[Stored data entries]
=====

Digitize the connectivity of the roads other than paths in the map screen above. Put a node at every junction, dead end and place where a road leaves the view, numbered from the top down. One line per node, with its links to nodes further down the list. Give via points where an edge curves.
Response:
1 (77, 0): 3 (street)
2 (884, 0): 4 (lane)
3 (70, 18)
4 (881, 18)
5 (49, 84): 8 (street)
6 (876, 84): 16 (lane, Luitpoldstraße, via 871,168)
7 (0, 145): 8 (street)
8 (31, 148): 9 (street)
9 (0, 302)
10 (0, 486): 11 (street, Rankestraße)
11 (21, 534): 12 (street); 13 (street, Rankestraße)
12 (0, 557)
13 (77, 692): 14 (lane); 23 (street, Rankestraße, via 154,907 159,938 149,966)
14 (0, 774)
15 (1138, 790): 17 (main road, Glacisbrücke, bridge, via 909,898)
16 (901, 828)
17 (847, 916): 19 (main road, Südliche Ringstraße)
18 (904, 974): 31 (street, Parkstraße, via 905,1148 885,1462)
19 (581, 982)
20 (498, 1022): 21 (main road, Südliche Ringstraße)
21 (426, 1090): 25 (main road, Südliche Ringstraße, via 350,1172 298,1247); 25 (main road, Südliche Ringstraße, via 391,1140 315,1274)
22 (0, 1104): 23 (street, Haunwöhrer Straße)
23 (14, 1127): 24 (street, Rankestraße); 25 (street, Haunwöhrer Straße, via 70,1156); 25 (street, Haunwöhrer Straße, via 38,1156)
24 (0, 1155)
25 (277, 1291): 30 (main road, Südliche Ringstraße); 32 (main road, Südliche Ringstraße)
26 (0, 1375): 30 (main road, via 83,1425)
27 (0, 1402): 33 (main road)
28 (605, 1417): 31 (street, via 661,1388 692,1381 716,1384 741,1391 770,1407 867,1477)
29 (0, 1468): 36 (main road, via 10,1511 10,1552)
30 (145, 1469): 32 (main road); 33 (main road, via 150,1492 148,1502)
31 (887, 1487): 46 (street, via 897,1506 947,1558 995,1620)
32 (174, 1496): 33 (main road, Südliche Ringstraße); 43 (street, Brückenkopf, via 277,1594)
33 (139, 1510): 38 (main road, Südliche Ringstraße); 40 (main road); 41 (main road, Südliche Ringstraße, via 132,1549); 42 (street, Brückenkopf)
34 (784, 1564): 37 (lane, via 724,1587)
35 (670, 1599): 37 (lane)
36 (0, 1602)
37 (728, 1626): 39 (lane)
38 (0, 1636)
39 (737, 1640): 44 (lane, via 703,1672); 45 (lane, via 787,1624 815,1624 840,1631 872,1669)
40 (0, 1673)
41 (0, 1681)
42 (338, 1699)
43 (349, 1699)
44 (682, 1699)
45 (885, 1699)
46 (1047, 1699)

=====

● Directions: Top to bottom, the records above must be output exactly.

● Reply to the exercise:
Digitize the connectivity of the roads other than paths in the map screen above. Put a node at every junction, dead end and place where a road leaves the view, numbered from the top down. One line per node, with its links to nodes further down the list. Give via points where an edge curves.
Response:
1 (77, 0): 3 (street)
2 (884, 0): 4 (lane)
3 (70, 18)
4 (881, 18)
5 (49, 84): 8 (street)
6 (876, 84): 16 (lane, Luitpoldstraße, via 871,168)
7 (0, 145): 8 (street)
8 (31, 148): 9 (street)
9 (0, 302)
10 (0, 486): 11 (street, Rankestraße)
11 (21, 534): 12 (street); 13 (street, Rankestraße)
12 (0, 557)
13 (77, 692): 14 (lane); 23 (street, Rankestraße, via 154,907 159,938 149,966)
14 (0, 774)
15 (1138, 790): 17 (main road, Glacisbrücke, bridge, via 909,898)
16 (901, 828)
17 (847, 916): 19 (main road, Südliche Ringstraße)
18 (904, 974): 31 (street, Parkstraße, via 905,1148 885,1462)
19 (581, 982)
20 (498, 1022): 21 (main road, Südliche Ringstraße)
21 (426, 1090): 25 (main road, Südliche Ringstraße, via 350,1172 298,1247); 25 (main road, Südliche Ringstraße, via 391,1140 315,1274)
22 (0, 1104): 23 (street, Haunwöhrer Straße)
23 (14, 1127): 24 (street, Rankestraße); 25 (street, Haunwöhrer Straße, via 70,1156); 25 (street, Haunwöhrer Straße, via 38,1156)
24 (0, 1155)
25 (277, 1291): 30 (main road, Südliche Ringstraße); 32 (main road, Südliche Ringstraße)
26 (0, 1375): 30 (main road, via 83,1425)
27 (0, 1402): 33 (main road)
28 (605, 1417): 31 (street, via 661,1388 692,1381 716,1384 741,1391 770,1407 867,1477)
29 (0, 1468): 36 (main road, via 10,1511 10,1552)
30 (145, 1469): 32 (main road); 33 (main road, via 150,1492 148,1502)
31 (887, 1487): 46 (street, via 897,1506 947,1558 995,1620)
32 (174, 1496): 33 (main road, Südliche Ringstraße); 43 (street, Brückenkopf, via 277,1594)
33 (139, 1510): 38 (main road, Südliche Ringstraße); 40 (main road); 41 (main road, Südliche Ringstraße, via 132,1549); 42 (street, Brückenkopf)
34 (784, 1564): 37 (lane, via 724,1587)
35 (670, 1599): 37 (lane)
36 (0, 1602)
37 (728, 1626): 39 (lane)
38 (0, 1636)
39 (737, 1640): 44 (lane, via 703,1672); 45 (lane, via 787,1624 815,1624 840,1631 872,1669)
40 (0, 1673)
41 (0, 1681)
42 (338, 1699)
43 (349, 1699)
44 (682, 1699)
45 (885, 1699)
46 (1047, 1699)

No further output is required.